With this aim in mind, it may also be justified in specific cases to inquire about previous political activities. It is highly doubtful, however, that this aim could justify public disclosure of a judge’s membership in lawful associations of all kind. Under the Polish law, even a failure to disclose membership in something as harmless as a cooking club may cause disciplinary proceedings.

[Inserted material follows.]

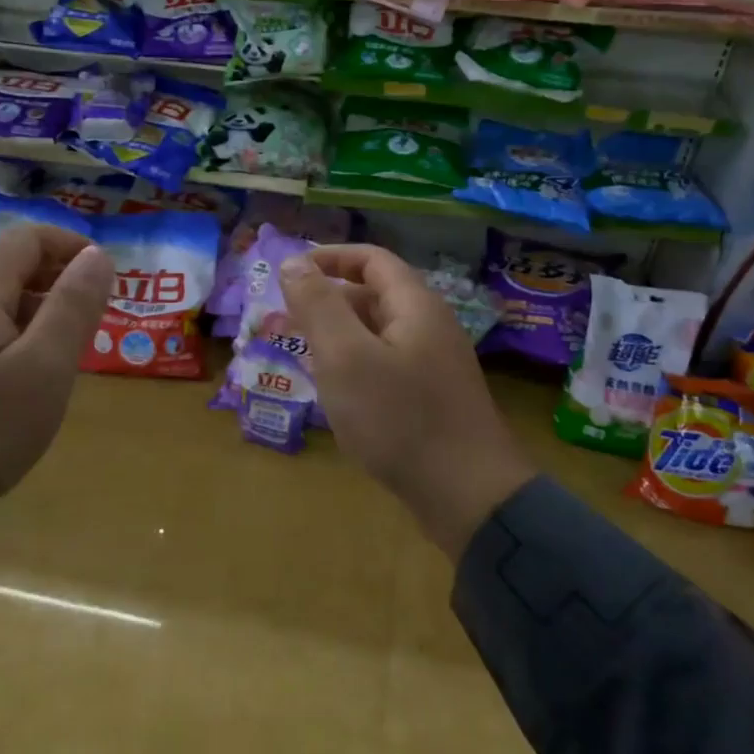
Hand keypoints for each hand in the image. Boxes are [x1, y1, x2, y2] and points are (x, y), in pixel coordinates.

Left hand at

In any case, it cannot justify the disclosure of membership in associations of judges. The right to form such associations is accepted in Poland. Article 178 of the constitution forbids judges to join trade unions, but this does not mean associations of judges. Membership in associations of judges is only for judges and thus cannot reveal a conflict of interest that parties need to be aware of to be able to challenge a judge successfully in order to preserve their right to a fair trial. Therefore, not only the CCJE, but also the First Study Commission of the International Association of Judges opposed any requirement for a judge to reveal membership in a judicial association (p. 8). Rather, such information can be misused to put pressure on critically-minded judges to leave associations of judges and thereby curtail their right to form and join such associations.